Investing.com -- The latest US nonfarm payrolls report on Friday is due to highlight the economic calendar this week.
Economists expect the US economy to add 144,000 jobs in September, up slightly from 142,000 in the prior month. The unemployment rate, meanwhile, is seen matching August's level of 4.2%.
In August, payrolls rose from a heavily-downwardly revised reading of 89,000 and were below forecasts of 164,000, while the jobless rate ticked down from 4.3%. As a whole, the numbers indicated a downshift in labor demand -- a trend identified by several Federal Reserve officials as a key driving force behind their decision to announce a jumbo 50-basis point interest rate reduction last month.
Analysts at ING argued in a note to clients that the jobs market continues to hold "the key to the pace" of upcoming potential interest rate cuts, particularly as inflation -- once the major focus of a series of aggressive Fed borrowing cost hikes -- shows signs of abating.
"If we get the unemployment rate rising back to 4.3% next Friday and a sub 75,000 payrolls print expect the calls for a second 50 [basis point] rate cut to grow markedly," the ING analysts said.
Fed Chair Jerome Powell signaled on Monday that the central bank would likely opt for more traditional quarter-point interest rate cuts moving forward, but stressed that the future path of borrowing costs is not on a preset course.

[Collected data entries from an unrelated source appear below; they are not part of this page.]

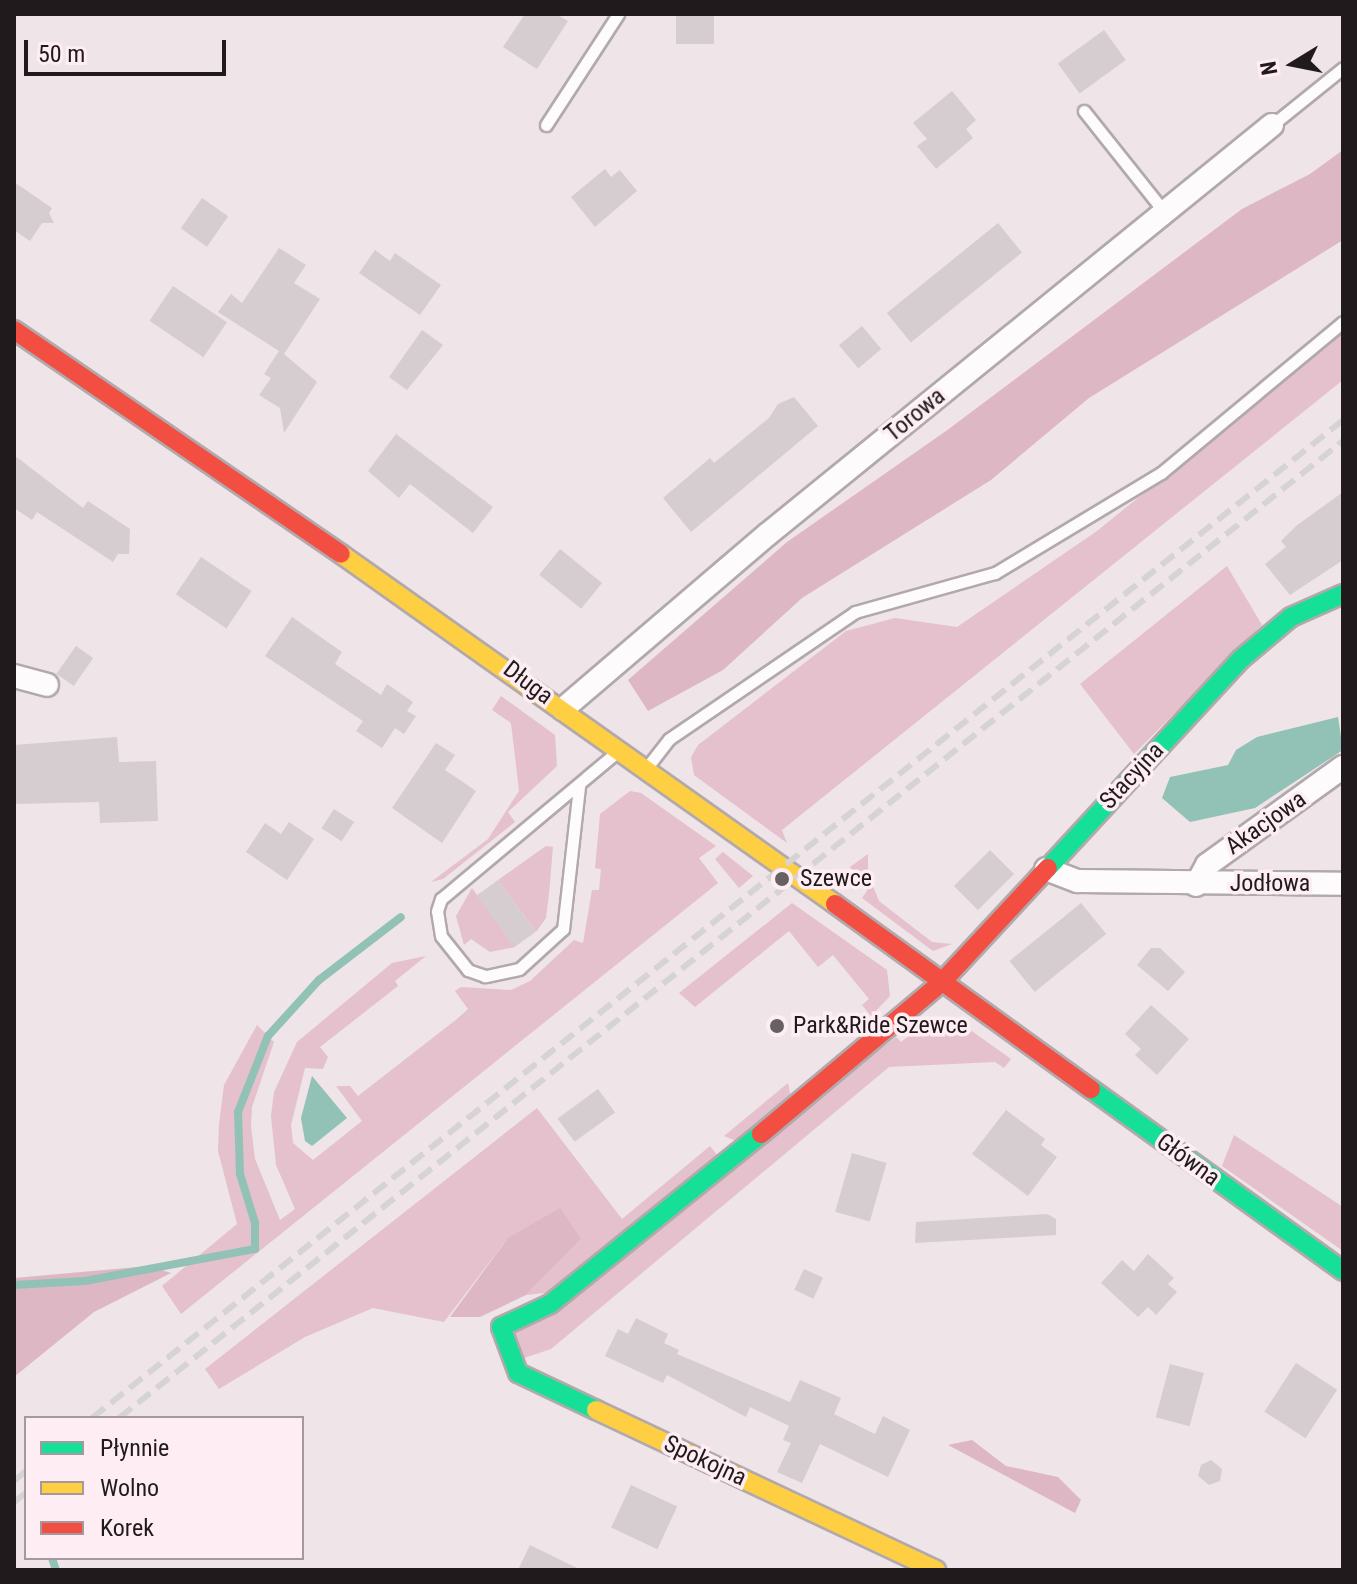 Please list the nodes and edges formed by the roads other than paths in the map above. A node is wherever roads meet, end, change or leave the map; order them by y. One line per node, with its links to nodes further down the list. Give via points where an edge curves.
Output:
1 (618, 14): 4 (lane)
2 (1343, 68): 5 (lane)
3 (1084, 111): 6 (lane)
4 (546, 125)
5 (1272, 125): 6 (street, Torowa)
6 (1165, 213): 12 (street, Torowa, via 744,554)
7 (1343, 322): 15 (lane, via 1161,473 995,573 855,612 669,739)
8 (14, 330): 12 (street, Długa)
9 (1343, 594): 17 (street, Stacyjna, via 1291,617 1241,659)
10 (14, 676): 11 (street)
11 (47, 685)
12 (563, 709): 13 (street, Długa)
13 (620, 750): 15 (street, Długa); 16 (lane)
14 (1343, 767): 19 (street, Akacjowa, via 1207,865)
15 (646, 768): 20 (street, Długa)
16 (579, 787): 16 (lane, via 441,899 441,936 468,970 485,976 519,969 563,929)
17 (1046, 869): 19 (street, Jodłowa, via 1078,881); 20 (street, Stacyjna)
18 (1343, 884): 19 (street, Jodłowa)
19 (1196, 885)
20 (941, 983): 21 (street, Długa); 23 (street, Stacyjna, via 637,1238 550,1304)
21 (1032, 1050): 22 (street, Główna)
22 (1343, 1271)
23 (501, 1327): 24 (street, Spokojna, via 518,1373)
24 (936, 1570) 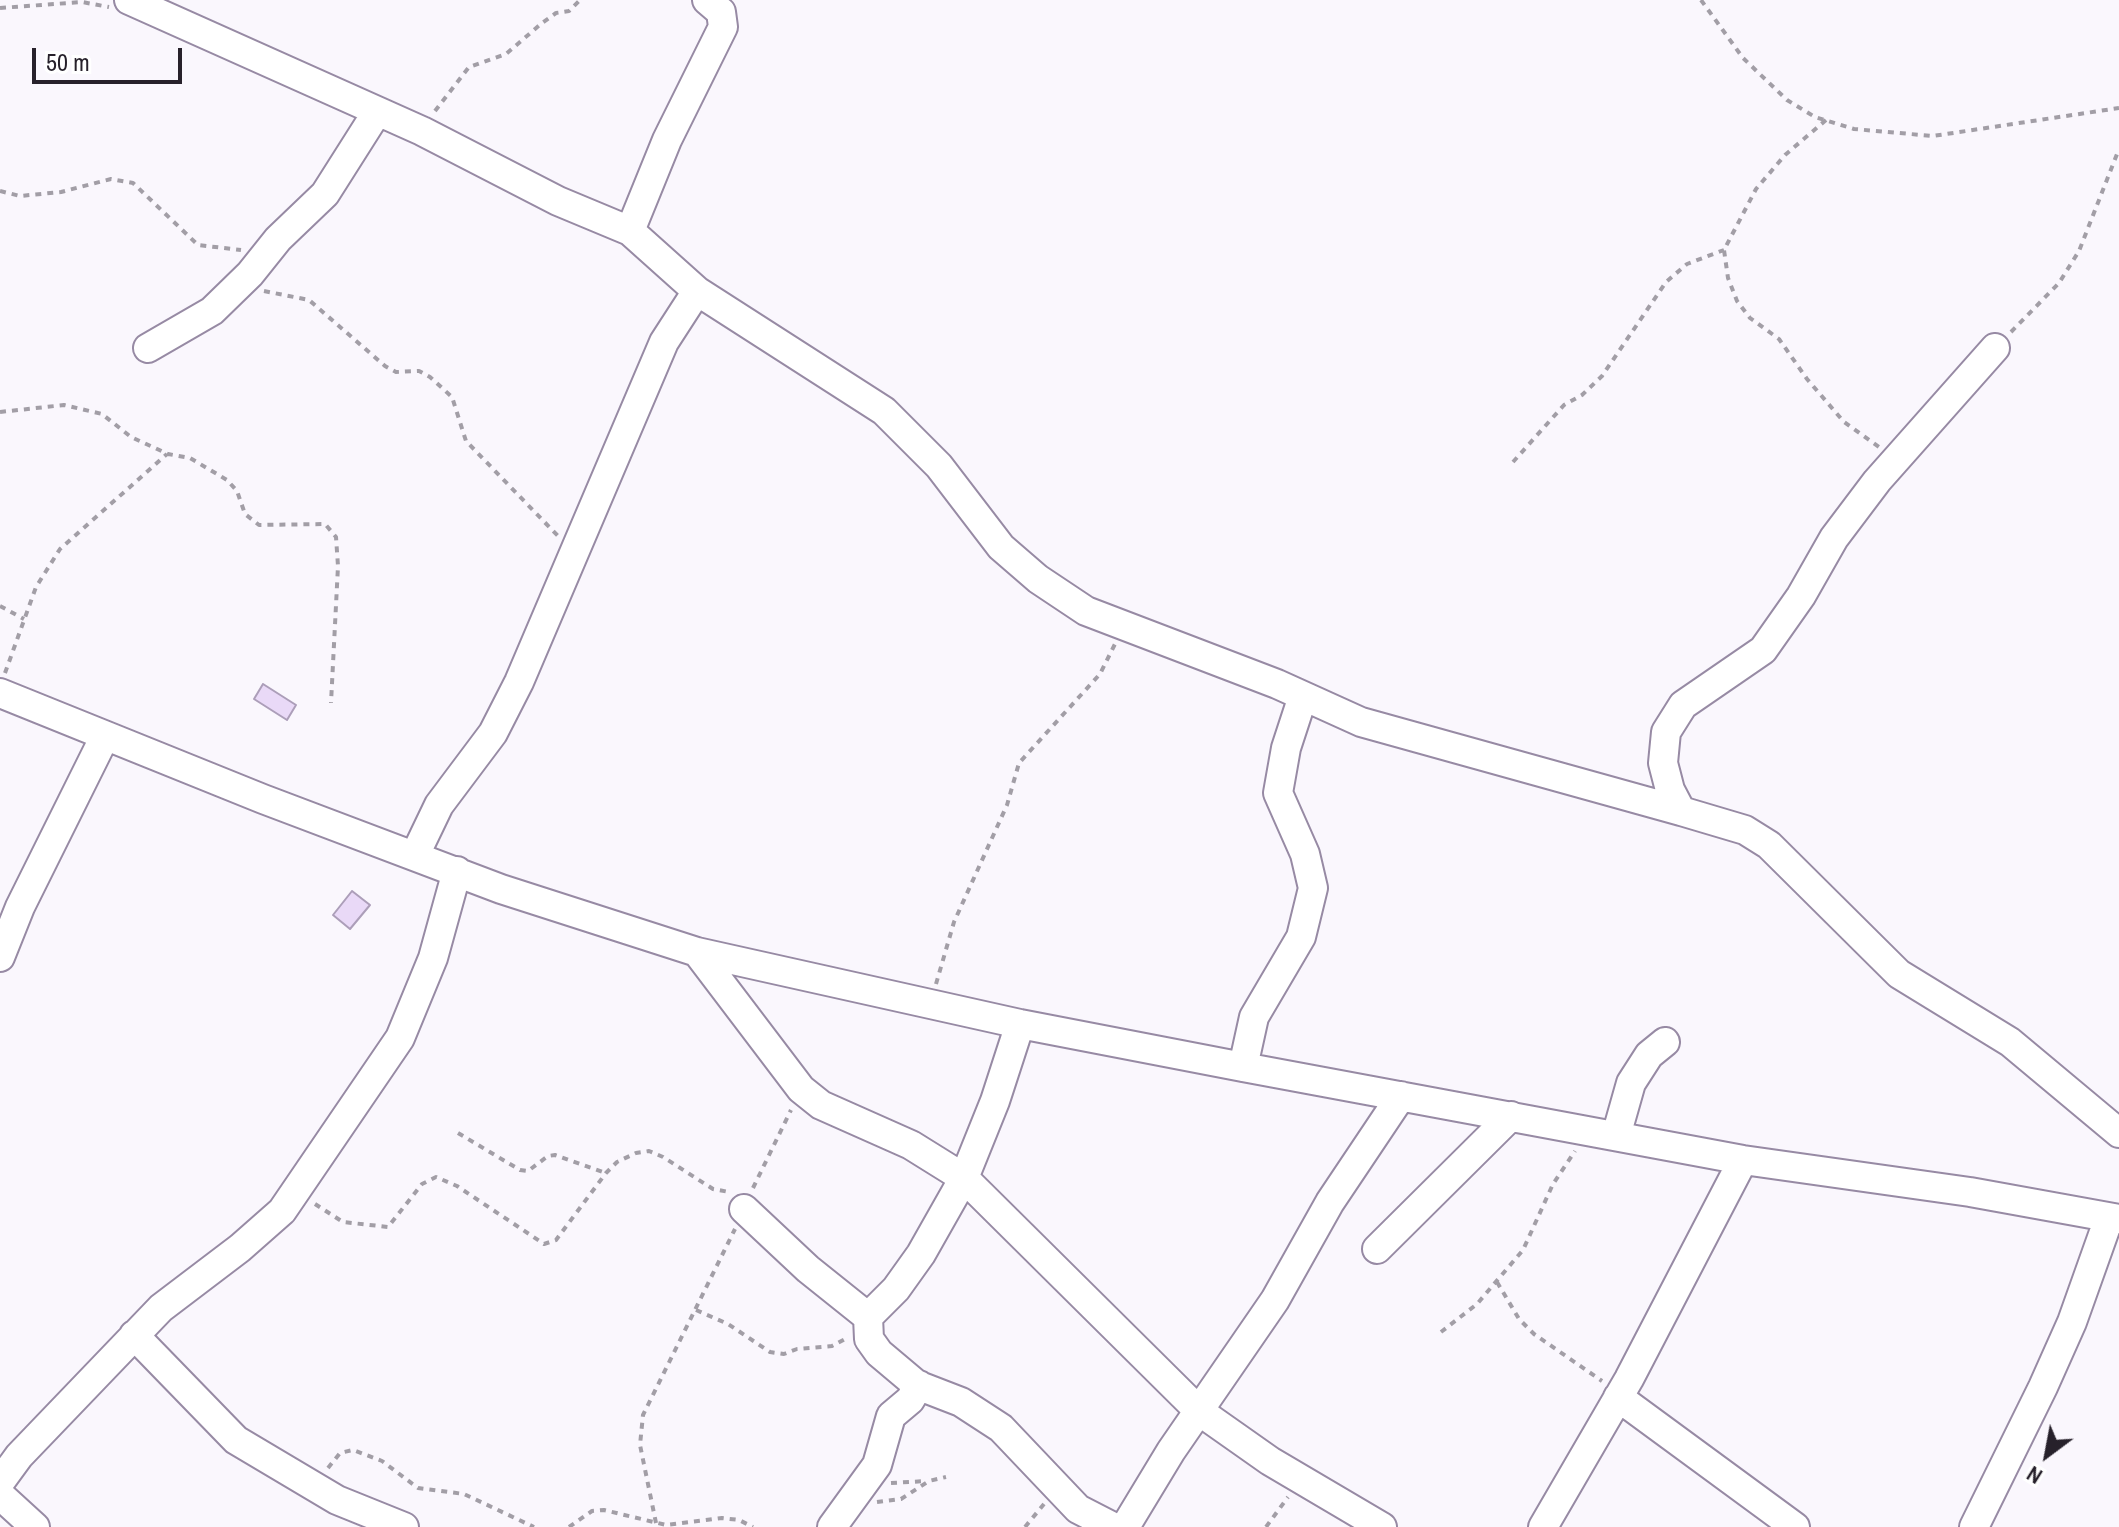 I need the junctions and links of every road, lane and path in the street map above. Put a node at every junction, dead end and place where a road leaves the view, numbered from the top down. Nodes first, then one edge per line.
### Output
1 (580, 0) edge
2 (1701, 0) edge
3 (136, 4) edge
4 (723, 7) edge
5 (0, 8) edge
6 (2119, 108) edge
7 (377, 112) junction
8 (1826, 120) junction
9 (422, 131) junction
10 (2119, 149) edge
11 (0, 191) edge
12 (630, 231) junction
13 (1724, 250) junction
14 (263, 257) junction
15 (243, 281) junction
16 (697, 291) junction
17 (148, 348) dead end
18 (1995, 348) joint
19 (0, 412) edge
20 (168, 454) junction
21 (1897, 460) junction
22 (1513, 462) dead end
23 (574, 551) junction
24 (0, 606) edge
25 (24, 619) junction
26 (1123, 628) junction
27 (0, 686) edge
28 (0, 693) edge
29 (1303, 696) junction
30 (331, 703) dead end
31 (105, 736) junction
32 (1681, 811) junction
33 (415, 855) junction
34 (457, 871) junction
35 (697, 952) junction
36 (0, 957) edge
37 (933, 1004) junction
38 (1020, 1024) junction
39 (1665, 1042) dead end
40 (1243, 1067) junction
41 (801, 1089) junction
42 (1401, 1096) junction
43 (1511, 1116) junction
44 (458, 1133) dead end
45 (1603, 1133) junction
46 (2119, 1133) edge
47 (1743, 1160) junction
48 (606, 1173) junction
49 (964, 1178) junction
50 (757, 1181) junction
51 (297, 1190) junction
52 (743, 1195) junction
53 (2114, 1218) edge
54 (1377, 1249) dead end
55 (1497, 1282) junction
56 (696, 1310) junction
57 (867, 1322) junction
58 (1441, 1332) dead end
59 (134, 1335) junction
60 (919, 1385) junction
61 (1619, 1395) junction
62 (1199, 1411) junction
63 (316, 1470) dead end
64 (946, 1477) dead end
65 (1299, 1478) junction
66 (929, 1481) junction
67 (0, 1482) edge
68 (862, 1489) junction
69 (0, 1495) edge
70 (656, 1523) junction
71 (35, 1527) edge
72 (404, 1527) edge
73 (534, 1527) edge
74 (569, 1527) edge
75 (753, 1527) edge
76 (832, 1527) edge
77 (1113, 1527) edge
78 (1125, 1527) edge
79 (1266, 1527) edge
80 (1382, 1527) edge
81 (1543, 1527) edge
82 (1795, 1527) edge
83 (1974, 1527) edge

1 - 9 path
2 - 8 path
3 - 5 path
3 - 7 street
4 - 12 street
6 - 8 path
7 - 9 street
7 - 14 street
8 - 13 path
9 - 12 street
10 - 18 path
11 - 14 path
12 - 16 street
13 - 21 path
13 - 22 path
14 - 15 street
15 - 17 street
15 - 23 path
16 - 23 street
16 - 26 street
18 - 21 street
19 - 20 path
20 - 25 path
20 - 30 path
21 - 32 street
23 - 33 street
24 - 25 path
25 - 27 path
26 - 29 street
26 - 37 path
28 - 31 street
29 - 32 street
29 - 40 street
31 - 33 street
31 - 36 street
32 - 46 street
33 - 34 street
34 - 35 street
34 - 51 street
35 - 37 street
35 - 41 street
37 - 38 street
38 - 40 street
38 - 49 street
39 - 45 street
40 - 42 street
41 - 49 street
41 - 50 path
42 - 43 street
42 - 62 street
43 - 45 street
43 - 54 street
44 - 48 path
45 - 47 street
45 - 55 path
47 - 53 street
47 - 61 street
48 - 51 path
48 - 52 path
49 - 57 street
49 - 62 street
50 - 52 path
50 - 52 path
51 - 59 street
52 - 56 path
52 - 57 street
53 - 83 street
55 - 58 path
55 - 61 path
56 - 57 path
56 - 70 path
57 - 60 street
59 - 67 street
59 - 72 street
60 - 68 street
60 - 77 street
61 - 81 street
61 - 82 street
62 - 65 street
62 - 78 street
63 - 73 path
64 - 66 path
65 - 79 path
65 - 80 street
66 - 68 path
66 - 68 path
68 - 76 street
69 - 71 street
70 - 74 path
70 - 75 path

Powell added that the rate-setting Federal Open Market Committee is not "in a hurry to cut rates quickly" despite announcing the outsized drawdown at its Sept. 17-18 gathering. He defended the decision, saying it reflected the FOMC's "growing confidence that, with an appropriate recalibration of our policy stance, strength in the labor market can be maintained in a context of moderate economic growth and inflation moving sustainably down to 2%."
On Tuesday, US job openings unexpectedly increased slightly in August, potentially indicating some resilience in cooling labor demand in the third quarter.
The closely-monitored Job Openings and Labor Turnover Survey showed that available positions, a proxy for labor demand, rose to 8.040 million on the final business day of August, climbing from an upwardly-revised tally of 7.711 million in July. Economists had predicted the so-called JOLTS report would dip marginally to 7.640 million.
In July, the figure slipped to its lowest mark in three-and-a-half years, which was seen as a possible sign that the US jobs market was losing steam -- albeit in an orderly fashion.